Every line of the data below must be given again exactly.

Segment Start: Exercise data

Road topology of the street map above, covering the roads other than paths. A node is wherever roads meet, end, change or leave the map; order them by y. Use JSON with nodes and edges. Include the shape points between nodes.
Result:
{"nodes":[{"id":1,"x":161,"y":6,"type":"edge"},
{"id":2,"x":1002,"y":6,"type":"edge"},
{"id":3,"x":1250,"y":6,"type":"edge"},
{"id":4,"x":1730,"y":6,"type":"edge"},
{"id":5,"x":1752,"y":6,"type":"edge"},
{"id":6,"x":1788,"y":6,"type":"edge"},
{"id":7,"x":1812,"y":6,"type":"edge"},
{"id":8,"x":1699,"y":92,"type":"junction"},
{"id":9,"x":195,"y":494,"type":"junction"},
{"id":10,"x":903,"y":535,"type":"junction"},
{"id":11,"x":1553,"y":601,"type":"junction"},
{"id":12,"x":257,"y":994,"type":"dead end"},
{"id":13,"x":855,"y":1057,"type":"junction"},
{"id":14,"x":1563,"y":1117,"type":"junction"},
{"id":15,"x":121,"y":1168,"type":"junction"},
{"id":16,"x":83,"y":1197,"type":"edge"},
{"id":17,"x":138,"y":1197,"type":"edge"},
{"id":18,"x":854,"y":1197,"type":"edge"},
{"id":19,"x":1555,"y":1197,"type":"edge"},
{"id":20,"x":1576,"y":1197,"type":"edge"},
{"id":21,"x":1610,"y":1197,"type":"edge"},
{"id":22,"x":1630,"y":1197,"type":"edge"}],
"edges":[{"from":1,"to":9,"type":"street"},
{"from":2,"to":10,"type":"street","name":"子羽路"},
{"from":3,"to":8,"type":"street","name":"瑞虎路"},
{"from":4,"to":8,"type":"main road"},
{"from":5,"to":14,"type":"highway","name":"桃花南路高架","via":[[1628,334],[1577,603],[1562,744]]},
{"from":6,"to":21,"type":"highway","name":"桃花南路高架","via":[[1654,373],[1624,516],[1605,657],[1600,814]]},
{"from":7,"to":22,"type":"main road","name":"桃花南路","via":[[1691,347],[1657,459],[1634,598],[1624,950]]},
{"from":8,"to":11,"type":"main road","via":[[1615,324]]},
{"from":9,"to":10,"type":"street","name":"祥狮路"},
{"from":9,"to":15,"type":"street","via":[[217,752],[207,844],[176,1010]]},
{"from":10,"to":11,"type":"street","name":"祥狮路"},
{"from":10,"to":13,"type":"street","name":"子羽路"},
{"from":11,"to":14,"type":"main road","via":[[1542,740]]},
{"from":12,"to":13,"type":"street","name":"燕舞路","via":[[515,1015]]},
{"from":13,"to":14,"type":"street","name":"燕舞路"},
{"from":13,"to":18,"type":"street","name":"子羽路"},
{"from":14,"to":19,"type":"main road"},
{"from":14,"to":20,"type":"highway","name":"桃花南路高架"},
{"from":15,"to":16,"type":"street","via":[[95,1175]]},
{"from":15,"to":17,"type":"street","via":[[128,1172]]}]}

Segment End: Exercise data

* _Solution below_
Road topology of the street map above, covering the roads other than paths. A node is wherever roads meet, end, change or leave the map; order them by y. Use JSON with nodes and edges. Include the shape points between nodes.
Result:
{"nodes":[{"id":1,"x":161,"y":6,"type":"edge"},
{"id":2,"x":1002,"y":6,"type":"edge"},
{"id":3,"x":1250,"y":6,"type":"edge"},
{"id":4,"x":1730,"y":6,"type":"edge"},
{"id":5,"x":1752,"y":6,"type":"edge"},
{"id":6,"x":1788,"y":6,"type":"edge"},
{"id":7,"x":1812,"y":6,"type":"edge"},
{"id":8,"x":1699,"y":92,"type":"junction"},
{"id":9,"x":195,"y":494,"type":"junction"},
{"id":10,"x":903,"y":535,"type":"junction"},
{"id":11,"x":1553,"y":601,"type":"junction"},
{"id":12,"x":257,"y":994,"type":"dead end"},
{"id":13,"x":855,"y":1057,"type":"junction"},
{"id":14,"x":1563,"y":1117,"type":"junction"},
{"id":15,"x":121,"y":1168,"type":"junction"},
{"id":16,"x":83,"y":1197,"type":"edge"},
{"id":17,"x":138,"y":1197,"type":"edge"},
{"id":18,"x":854,"y":1197,"type":"edge"},
{"id":19,"x":1555,"y":1197,"type":"edge"},
{"id":20,"x":1576,"y":1197,"type":"edge"},
{"id":21,"x":1610,"y":1197,"type":"edge"},
{"id":22,"x":1630,"y":1197,"type":"edge"}],
"edges":[{"from":1,"to":9,"type":"street"},
{"from":2,"to":10,"type":"street","name":"子羽路"},
{"from":3,"to":8,"type":"street","name":"瑞虎路"},
{"from":4,"to":8,"type":"main road"},
{"from":5,"to":14,"type":"highway","name":"桃花南路高架","via":[[1628,334],[1577,603],[1562,744]]},
{"from":6,"to":21,"type":"highway","name":"桃花南路高架","via":[[1654,373],[1624,516],[1605,657],[1600,814]]},
{"from":7,"to":22,"type":"main road","name":"桃花南路","via":[[1691,347],[1657,459],[1634,598],[1624,950]]},
{"from":8,"to":11,"type":"main road","via":[[1615,324]]},
{"from":9,"to":10,"type":"street","name":"祥狮路"},
{"from":9,"to":15,"type":"street","via":[[217,752],[207,844],[176,1010]]},
{"from":10,"to":11,"type":"street","name":"祥狮路"},
{"from":10,"to":13,"type":"street","name":"子羽路"},
{"from":11,"to":14,"type":"main road","via":[[1542,740]]},
{"from":12,"to":13,"type":"street","name":"燕舞路","via":[[515,1015]]},
{"from":13,"to":14,"type":"street","name":"燕舞路"},
{"from":13,"to":18,"type":"street","name":"子羽路"},
{"from":14,"to":19,"type":"main road"},
{"from":14,"to":20,"type":"highway","name":"桃花南路高架"},
{"from":15,"to":16,"type":"street","via":[[95,1175]]},
{"from":15,"to":17,"type":"street","via":[[128,1172]]}]}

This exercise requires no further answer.